(Collected data)
***

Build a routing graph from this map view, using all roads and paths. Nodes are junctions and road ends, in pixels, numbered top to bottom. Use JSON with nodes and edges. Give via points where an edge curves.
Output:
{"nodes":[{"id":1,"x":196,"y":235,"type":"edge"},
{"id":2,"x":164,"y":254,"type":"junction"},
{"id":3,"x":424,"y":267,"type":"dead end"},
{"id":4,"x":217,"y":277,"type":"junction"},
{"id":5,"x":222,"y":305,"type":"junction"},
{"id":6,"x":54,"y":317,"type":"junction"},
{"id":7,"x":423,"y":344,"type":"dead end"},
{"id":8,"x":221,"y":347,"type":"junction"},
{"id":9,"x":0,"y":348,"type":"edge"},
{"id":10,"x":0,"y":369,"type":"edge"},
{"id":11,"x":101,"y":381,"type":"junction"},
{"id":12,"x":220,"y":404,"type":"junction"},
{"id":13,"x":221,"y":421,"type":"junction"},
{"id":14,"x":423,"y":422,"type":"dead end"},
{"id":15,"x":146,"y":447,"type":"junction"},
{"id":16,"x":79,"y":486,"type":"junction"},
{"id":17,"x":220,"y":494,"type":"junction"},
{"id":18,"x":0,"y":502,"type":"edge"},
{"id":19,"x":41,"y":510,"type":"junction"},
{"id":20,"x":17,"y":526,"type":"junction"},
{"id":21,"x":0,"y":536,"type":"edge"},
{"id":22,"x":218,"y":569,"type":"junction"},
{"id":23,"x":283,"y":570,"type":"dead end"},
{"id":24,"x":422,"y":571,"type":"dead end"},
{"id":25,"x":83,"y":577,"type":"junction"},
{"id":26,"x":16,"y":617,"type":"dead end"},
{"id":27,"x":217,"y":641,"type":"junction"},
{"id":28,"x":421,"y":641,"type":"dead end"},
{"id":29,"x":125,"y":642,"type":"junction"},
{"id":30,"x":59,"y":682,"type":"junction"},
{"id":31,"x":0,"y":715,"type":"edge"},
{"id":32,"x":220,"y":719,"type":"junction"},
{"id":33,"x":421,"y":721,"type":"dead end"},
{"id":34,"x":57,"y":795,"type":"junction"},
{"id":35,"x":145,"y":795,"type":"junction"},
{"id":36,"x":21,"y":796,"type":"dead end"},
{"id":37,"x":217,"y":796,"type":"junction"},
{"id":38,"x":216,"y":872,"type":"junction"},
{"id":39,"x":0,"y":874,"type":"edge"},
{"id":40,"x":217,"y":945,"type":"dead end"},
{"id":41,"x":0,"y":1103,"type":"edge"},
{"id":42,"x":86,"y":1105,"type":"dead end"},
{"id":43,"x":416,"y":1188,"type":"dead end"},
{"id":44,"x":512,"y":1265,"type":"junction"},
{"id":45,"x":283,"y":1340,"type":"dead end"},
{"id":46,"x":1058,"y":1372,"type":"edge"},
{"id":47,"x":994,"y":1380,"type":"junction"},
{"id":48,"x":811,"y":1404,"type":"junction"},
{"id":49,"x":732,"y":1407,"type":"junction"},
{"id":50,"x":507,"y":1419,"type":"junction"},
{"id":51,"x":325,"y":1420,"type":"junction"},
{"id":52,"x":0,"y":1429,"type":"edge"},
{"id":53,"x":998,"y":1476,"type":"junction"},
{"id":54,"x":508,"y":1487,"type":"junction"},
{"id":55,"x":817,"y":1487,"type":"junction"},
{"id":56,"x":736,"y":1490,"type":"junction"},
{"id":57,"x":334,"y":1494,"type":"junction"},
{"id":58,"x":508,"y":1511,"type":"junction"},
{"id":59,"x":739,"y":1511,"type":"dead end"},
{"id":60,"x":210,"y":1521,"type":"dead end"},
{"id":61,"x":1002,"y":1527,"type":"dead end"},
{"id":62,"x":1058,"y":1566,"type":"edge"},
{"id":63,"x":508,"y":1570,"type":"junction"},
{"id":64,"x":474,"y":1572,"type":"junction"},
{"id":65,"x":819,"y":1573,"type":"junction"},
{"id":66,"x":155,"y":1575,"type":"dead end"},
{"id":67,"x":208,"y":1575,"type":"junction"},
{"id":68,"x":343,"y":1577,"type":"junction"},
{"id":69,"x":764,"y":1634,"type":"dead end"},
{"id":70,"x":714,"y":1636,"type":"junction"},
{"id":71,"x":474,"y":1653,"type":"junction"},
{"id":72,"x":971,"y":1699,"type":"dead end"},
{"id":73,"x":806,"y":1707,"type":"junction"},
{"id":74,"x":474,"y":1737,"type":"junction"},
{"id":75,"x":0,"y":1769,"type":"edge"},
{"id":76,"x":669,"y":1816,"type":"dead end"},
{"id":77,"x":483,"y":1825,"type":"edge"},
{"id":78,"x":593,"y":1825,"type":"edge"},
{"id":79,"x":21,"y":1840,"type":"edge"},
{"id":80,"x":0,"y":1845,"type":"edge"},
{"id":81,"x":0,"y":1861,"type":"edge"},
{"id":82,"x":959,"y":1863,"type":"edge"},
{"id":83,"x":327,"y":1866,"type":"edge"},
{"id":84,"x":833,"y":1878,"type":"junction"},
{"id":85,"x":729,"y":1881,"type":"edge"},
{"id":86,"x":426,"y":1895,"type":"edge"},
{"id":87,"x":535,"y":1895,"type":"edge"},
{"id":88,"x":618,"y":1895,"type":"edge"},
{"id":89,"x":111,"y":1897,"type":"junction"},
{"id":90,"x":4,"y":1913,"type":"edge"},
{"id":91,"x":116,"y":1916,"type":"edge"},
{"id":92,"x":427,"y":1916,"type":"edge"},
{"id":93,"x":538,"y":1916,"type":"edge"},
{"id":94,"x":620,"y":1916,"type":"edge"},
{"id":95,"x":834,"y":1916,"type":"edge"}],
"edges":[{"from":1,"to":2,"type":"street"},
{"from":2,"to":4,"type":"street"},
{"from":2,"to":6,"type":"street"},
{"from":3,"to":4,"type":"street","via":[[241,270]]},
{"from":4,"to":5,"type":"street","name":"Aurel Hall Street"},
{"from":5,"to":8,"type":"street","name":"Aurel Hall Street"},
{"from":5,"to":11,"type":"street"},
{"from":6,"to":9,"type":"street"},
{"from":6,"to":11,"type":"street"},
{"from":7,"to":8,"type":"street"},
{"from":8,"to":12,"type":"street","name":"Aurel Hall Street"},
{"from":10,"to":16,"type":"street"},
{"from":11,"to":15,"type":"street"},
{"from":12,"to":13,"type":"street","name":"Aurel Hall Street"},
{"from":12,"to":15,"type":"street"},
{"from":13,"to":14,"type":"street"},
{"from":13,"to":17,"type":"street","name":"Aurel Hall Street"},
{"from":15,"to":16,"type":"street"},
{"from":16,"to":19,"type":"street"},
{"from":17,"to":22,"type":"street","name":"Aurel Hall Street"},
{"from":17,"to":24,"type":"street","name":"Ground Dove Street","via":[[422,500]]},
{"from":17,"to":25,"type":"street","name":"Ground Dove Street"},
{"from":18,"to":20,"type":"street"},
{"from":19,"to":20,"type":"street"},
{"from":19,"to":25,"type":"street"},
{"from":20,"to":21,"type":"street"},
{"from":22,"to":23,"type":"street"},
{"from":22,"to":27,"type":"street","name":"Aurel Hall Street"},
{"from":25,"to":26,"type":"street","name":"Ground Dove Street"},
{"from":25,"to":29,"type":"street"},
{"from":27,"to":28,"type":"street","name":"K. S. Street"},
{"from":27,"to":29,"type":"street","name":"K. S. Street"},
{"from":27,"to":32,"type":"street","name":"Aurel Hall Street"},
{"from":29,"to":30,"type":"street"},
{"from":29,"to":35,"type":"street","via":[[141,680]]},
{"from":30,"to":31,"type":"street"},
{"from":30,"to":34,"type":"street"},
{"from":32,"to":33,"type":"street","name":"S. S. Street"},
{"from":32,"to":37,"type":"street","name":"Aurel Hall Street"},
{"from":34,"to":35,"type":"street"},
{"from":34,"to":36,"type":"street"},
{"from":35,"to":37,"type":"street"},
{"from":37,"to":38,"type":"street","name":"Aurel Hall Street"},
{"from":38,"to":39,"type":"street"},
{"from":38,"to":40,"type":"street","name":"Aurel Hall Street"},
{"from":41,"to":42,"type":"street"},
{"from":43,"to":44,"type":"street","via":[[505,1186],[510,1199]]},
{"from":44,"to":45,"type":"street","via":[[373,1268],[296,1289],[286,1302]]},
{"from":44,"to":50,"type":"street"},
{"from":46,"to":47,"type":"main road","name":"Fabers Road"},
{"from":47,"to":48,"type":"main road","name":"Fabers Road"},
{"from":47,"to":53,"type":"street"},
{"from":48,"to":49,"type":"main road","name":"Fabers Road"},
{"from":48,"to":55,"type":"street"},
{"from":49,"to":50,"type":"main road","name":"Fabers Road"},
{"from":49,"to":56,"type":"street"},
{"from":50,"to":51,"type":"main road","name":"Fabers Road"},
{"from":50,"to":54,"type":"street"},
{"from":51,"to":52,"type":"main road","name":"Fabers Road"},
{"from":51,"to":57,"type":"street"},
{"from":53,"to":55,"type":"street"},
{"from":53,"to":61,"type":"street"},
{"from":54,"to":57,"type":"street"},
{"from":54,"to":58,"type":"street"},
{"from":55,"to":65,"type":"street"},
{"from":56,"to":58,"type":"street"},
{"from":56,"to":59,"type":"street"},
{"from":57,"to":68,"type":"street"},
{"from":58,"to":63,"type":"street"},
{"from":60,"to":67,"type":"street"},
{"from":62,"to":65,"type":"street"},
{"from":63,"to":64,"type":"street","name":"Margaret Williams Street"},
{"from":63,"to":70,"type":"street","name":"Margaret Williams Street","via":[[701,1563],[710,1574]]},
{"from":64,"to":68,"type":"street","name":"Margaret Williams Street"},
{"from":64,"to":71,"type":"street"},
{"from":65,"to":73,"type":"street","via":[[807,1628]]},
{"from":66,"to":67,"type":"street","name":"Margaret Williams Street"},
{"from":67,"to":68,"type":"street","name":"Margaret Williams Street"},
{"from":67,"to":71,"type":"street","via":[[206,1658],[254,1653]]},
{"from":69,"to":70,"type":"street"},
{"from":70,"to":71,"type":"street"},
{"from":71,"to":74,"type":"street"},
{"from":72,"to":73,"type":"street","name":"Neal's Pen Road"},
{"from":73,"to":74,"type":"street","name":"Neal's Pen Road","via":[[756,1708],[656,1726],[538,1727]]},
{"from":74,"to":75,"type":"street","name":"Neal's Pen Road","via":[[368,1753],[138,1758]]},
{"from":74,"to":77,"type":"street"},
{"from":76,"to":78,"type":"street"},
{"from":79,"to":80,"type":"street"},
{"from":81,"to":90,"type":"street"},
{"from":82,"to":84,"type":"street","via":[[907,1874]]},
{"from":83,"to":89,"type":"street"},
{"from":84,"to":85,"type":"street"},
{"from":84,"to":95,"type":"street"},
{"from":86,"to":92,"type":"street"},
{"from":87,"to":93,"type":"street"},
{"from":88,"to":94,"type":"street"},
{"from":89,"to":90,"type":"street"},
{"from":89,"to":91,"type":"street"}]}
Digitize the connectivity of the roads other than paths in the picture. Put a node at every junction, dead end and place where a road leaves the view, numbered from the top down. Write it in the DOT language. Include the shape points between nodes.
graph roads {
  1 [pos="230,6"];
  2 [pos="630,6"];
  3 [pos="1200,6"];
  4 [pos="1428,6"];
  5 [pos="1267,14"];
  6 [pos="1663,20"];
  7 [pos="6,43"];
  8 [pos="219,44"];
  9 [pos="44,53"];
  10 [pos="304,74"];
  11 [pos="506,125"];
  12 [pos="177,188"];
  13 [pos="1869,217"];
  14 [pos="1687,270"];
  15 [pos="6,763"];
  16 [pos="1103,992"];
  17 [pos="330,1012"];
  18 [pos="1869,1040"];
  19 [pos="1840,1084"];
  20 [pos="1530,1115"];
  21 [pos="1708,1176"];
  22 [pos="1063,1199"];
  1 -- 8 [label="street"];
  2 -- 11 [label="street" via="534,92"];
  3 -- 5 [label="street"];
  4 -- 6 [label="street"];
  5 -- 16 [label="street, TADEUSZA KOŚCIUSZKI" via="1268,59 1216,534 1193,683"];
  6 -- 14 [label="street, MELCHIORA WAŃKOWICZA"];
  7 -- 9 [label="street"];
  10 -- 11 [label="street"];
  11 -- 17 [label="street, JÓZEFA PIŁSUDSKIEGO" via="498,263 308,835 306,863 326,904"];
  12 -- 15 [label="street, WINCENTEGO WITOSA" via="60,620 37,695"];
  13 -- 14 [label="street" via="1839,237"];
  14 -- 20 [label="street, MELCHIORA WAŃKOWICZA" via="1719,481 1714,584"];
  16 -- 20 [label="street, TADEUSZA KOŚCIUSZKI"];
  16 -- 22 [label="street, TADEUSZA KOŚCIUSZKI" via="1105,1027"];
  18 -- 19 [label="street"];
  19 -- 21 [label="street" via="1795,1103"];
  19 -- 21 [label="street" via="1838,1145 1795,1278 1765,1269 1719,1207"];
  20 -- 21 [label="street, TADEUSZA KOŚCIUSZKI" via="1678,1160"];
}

***

WHAT YOU HAVE TO DO -> Wherever the string "Ground" occurs in the data, copy the line that holds it.

SOLUTION ->
{"from":17,"to":24,"type":"street","name":"Ground Dove Street","via":[[422,500]]},
{"from":17,"to":25,"type":"street","name":"Ground Dove Street"},
{"from":25,"to":26,"type":"street","name":"Ground Dove Street"},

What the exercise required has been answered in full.